## Prompt
Line by line, transcribe the records exactly.

-.-.-

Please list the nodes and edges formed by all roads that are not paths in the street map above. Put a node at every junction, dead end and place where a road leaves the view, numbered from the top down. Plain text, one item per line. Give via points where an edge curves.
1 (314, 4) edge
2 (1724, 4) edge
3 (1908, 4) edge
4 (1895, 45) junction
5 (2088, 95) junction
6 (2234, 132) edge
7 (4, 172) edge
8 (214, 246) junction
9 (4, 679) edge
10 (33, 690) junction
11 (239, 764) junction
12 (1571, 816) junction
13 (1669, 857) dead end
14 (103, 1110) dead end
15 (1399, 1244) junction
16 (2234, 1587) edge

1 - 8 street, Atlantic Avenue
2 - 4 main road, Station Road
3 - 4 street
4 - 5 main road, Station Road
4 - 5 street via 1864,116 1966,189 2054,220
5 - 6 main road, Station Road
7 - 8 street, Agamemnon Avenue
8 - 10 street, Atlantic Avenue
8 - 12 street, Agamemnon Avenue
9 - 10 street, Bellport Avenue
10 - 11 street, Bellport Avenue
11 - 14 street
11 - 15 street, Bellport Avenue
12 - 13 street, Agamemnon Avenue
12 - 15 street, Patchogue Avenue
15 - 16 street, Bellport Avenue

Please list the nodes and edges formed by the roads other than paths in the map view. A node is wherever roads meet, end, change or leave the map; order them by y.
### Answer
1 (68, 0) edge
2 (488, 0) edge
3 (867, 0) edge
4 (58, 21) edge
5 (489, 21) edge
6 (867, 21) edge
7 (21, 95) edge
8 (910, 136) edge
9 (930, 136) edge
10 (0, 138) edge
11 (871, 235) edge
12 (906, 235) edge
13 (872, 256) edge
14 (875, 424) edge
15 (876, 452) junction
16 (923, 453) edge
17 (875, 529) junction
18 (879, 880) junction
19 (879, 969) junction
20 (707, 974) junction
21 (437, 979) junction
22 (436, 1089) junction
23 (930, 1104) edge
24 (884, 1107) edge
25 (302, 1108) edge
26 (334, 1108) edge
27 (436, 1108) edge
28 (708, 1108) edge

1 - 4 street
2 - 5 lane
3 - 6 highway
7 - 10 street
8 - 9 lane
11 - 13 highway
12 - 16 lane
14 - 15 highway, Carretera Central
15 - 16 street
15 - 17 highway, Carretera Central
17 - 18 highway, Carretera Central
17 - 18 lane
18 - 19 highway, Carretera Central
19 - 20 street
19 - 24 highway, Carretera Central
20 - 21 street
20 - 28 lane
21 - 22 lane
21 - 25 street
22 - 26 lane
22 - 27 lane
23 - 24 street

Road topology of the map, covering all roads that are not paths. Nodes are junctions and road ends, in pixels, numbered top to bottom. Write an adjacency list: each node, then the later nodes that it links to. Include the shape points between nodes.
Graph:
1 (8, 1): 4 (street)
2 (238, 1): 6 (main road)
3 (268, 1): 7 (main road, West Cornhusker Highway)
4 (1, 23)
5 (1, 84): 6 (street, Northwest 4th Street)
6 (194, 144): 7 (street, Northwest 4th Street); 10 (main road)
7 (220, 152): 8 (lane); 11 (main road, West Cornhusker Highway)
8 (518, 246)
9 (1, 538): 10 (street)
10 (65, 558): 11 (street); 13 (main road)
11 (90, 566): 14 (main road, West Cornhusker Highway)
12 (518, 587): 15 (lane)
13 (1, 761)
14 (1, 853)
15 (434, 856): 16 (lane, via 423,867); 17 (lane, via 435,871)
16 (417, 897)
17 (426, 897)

-.-.-

## Response to the task
Please list the nodes and edges formed by all roads that are not paths in the street map above. Put a node at every junction, dead end and place where a road leaves the view, numbered from the top down. Plain text, one item per line. Give via points where an edge curves.
1 (314, 4) edge
2 (1724, 4) edge
3 (1908, 4) edge
4 (1895, 45) junction
5 (2088, 95) junction
6 (2234, 132) edge
7 (4, 172) edge
8 (214, 246) junction
9 (4, 679) edge
10 (33, 690) junction
11 (239, 764) junction
12 (1571, 816) junction
13 (1669, 857) dead end
14 (103, 1110) dead end
15 (1399, 1244) junction
16 (2234, 1587) edge

1 - 8 street, Atlantic Avenue
2 - 4 main road, Station Road
3 - 4 street
4 - 5 main road, Station Road
4 - 5 street via 1864,116 1966,189 2054,220
5 - 6 main road, Station Road
7 - 8 street, Agamemnon Avenue
8 - 10 street, Atlantic Avenue
8 - 12 street, Agamemnon Avenue
9 - 10 street, Bellport Avenue
10 - 11 street, Bellport Avenue
11 - 14 street
11 - 15 street, Bellport Avenue
12 - 13 street, Agamemnon Avenue
12 - 15 street, Patchogue Avenue
15 - 16 street, Bellport Avenue

Please list the nodes and edges formed by the roads other than paths in the map view. A node is wherever roads meet, end, change or leave the map; order them by y.
### Answer
1 (68, 0) edge
2 (488, 0) edge
3 (867, 0) edge
4 (58, 21) edge
5 (489, 21) edge
6 (867, 21) edge
7 (21, 95) edge
8 (910, 136) edge
9 (930, 136) edge
10 (0, 138) edge
11 (871, 235) edge
12 (906, 235) edge
13 (872, 256) edge
14 (875, 424) edge
15 (876, 452) junction
16 (923, 453) edge
17 (875, 529) junction
18 (879, 880) junction
19 (879, 969) junction
20 (707, 974) junction
21 (437, 979) junction
22 (436, 1089) junction
23 (930, 1104) edge
24 (884, 1107) edge
25 (302, 1108) edge
26 (334, 1108) edge
27 (436, 1108) edge
28 (708, 1108) edge

1 - 4 street
2 - 5 lane
3 - 6 highway
7 - 10 street
8 - 9 lane
11 - 13 highway
12 - 16 lane
14 - 15 highway, Carretera Central
15 - 16 street
15 - 17 highway, Carretera Central
17 - 18 highway, Carretera Central
17 - 18 lane
18 - 19 highway, Carretera Central
19 - 20 street
19 - 24 highway, Carretera Central
20 - 21 street
20 - 28 lane
21 - 22 lane
21 - 25 street
22 - 26 lane
22 - 27 lane
23 - 24 street

Road topology of the map, covering all roads that are not paths. Nodes are junctions and road ends, in pixels, numbered top to bottom. Write an adjacency list: each node, then the later nodes that it links to. Include the shape points between nodes.
Graph:
1 (8, 1): 4 (street)
2 (238, 1): 6 (main road)
3 (268, 1): 7 (main road, West Cornhusker Highway)
4 (1, 23)
5 (1, 84): 6 (street, Northwest 4th Street)
6 (194, 144): 7 (street, Northwest 4th Street); 10 (main road)
7 (220, 152): 8 (lane); 11 (main road, West Cornhusker Highway)
8 (518, 246)
9 (1, 538): 10 (street)
10 (65, 558): 11 (street); 13 (main road)
11 (90, 566): 14 (main road, West Cornhusker Highway)
12 (518, 587): 15 (lane)
13 (1, 761)
14 (1, 853)
15 (434, 856): 16 (lane, via 423,867); 17 (lane, via 435,871)
16 (417, 897)
17 (426, 897)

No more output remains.